● **EXERCISE REQUIREMENTS**: Your response must be made up of each line in the data below that contains the string "Горького".

*** INPUT FOR THIS TASK ***

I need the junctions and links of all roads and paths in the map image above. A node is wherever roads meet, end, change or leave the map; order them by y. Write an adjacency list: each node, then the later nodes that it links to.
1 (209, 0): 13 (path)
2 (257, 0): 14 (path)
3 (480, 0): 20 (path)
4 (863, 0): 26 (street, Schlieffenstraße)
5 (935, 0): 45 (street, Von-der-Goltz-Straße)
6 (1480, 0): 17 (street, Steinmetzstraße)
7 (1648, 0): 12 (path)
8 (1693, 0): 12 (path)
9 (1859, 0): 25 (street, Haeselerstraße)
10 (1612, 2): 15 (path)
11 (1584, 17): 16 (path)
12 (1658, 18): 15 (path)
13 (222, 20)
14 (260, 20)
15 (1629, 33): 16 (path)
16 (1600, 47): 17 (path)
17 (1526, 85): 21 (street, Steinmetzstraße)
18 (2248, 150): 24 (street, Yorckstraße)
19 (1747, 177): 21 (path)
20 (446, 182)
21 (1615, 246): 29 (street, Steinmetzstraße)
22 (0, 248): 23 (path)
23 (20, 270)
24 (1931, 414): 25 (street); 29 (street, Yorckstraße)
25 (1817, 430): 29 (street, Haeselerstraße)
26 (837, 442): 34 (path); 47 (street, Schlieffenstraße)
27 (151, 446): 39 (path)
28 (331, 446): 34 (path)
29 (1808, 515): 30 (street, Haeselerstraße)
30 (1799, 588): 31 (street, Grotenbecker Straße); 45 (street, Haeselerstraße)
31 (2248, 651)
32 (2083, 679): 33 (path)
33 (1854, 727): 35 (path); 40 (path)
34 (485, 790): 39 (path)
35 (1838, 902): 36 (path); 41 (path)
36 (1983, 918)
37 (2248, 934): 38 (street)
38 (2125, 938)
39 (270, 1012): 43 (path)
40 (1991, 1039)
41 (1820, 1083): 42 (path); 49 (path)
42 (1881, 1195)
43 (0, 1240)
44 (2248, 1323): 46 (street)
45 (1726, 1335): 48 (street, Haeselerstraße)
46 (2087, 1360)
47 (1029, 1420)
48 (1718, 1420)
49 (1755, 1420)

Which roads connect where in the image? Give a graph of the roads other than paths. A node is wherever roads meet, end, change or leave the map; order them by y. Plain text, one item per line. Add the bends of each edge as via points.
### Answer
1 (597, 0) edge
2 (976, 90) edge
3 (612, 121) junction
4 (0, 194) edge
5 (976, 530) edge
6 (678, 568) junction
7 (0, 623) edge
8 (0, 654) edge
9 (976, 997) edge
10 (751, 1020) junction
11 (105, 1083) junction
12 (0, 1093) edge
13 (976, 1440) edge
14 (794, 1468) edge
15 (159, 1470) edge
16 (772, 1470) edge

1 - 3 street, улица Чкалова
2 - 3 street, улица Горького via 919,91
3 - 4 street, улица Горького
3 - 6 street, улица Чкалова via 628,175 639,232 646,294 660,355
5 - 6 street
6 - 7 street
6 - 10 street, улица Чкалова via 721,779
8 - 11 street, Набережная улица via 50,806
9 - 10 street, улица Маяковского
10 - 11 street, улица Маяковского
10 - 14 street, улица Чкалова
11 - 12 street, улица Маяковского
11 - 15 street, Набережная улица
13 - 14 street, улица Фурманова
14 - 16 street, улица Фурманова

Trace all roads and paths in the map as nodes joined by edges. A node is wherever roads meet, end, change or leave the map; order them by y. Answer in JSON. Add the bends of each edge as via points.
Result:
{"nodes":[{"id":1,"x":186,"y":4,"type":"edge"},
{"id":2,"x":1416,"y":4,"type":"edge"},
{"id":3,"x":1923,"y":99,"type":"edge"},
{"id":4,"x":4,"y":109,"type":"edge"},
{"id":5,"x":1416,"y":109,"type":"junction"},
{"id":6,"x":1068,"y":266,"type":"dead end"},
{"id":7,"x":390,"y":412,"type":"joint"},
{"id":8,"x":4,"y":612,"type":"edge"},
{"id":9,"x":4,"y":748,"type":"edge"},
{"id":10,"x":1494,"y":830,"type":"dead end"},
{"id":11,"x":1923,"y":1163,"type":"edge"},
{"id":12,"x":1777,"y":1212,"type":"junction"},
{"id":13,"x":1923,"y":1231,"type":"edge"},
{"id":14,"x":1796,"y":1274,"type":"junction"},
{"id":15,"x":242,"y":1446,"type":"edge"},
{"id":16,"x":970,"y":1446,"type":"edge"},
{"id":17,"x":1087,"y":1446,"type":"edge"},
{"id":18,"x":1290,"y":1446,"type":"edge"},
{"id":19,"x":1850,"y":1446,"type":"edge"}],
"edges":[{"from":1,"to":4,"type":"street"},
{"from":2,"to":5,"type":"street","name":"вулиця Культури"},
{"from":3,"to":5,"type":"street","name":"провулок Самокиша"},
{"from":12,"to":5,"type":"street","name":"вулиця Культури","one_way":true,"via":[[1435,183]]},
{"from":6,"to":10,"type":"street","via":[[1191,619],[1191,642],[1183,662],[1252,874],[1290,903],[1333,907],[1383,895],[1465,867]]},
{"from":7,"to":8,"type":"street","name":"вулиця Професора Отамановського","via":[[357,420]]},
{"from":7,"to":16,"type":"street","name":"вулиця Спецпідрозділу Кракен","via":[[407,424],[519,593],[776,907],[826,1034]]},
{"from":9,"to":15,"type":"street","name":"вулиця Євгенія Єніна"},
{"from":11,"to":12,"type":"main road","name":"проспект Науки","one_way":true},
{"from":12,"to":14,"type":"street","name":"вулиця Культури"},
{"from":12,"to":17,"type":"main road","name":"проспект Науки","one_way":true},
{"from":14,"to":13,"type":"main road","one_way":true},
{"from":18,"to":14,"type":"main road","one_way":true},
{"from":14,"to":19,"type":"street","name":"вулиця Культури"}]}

*** End of INPUT FOR THIS TASK ***

● **ANSWER TO THE EXERCISE**:
2 - 3 street, улица Горького via 919,91
3 - 4 street, улица Горького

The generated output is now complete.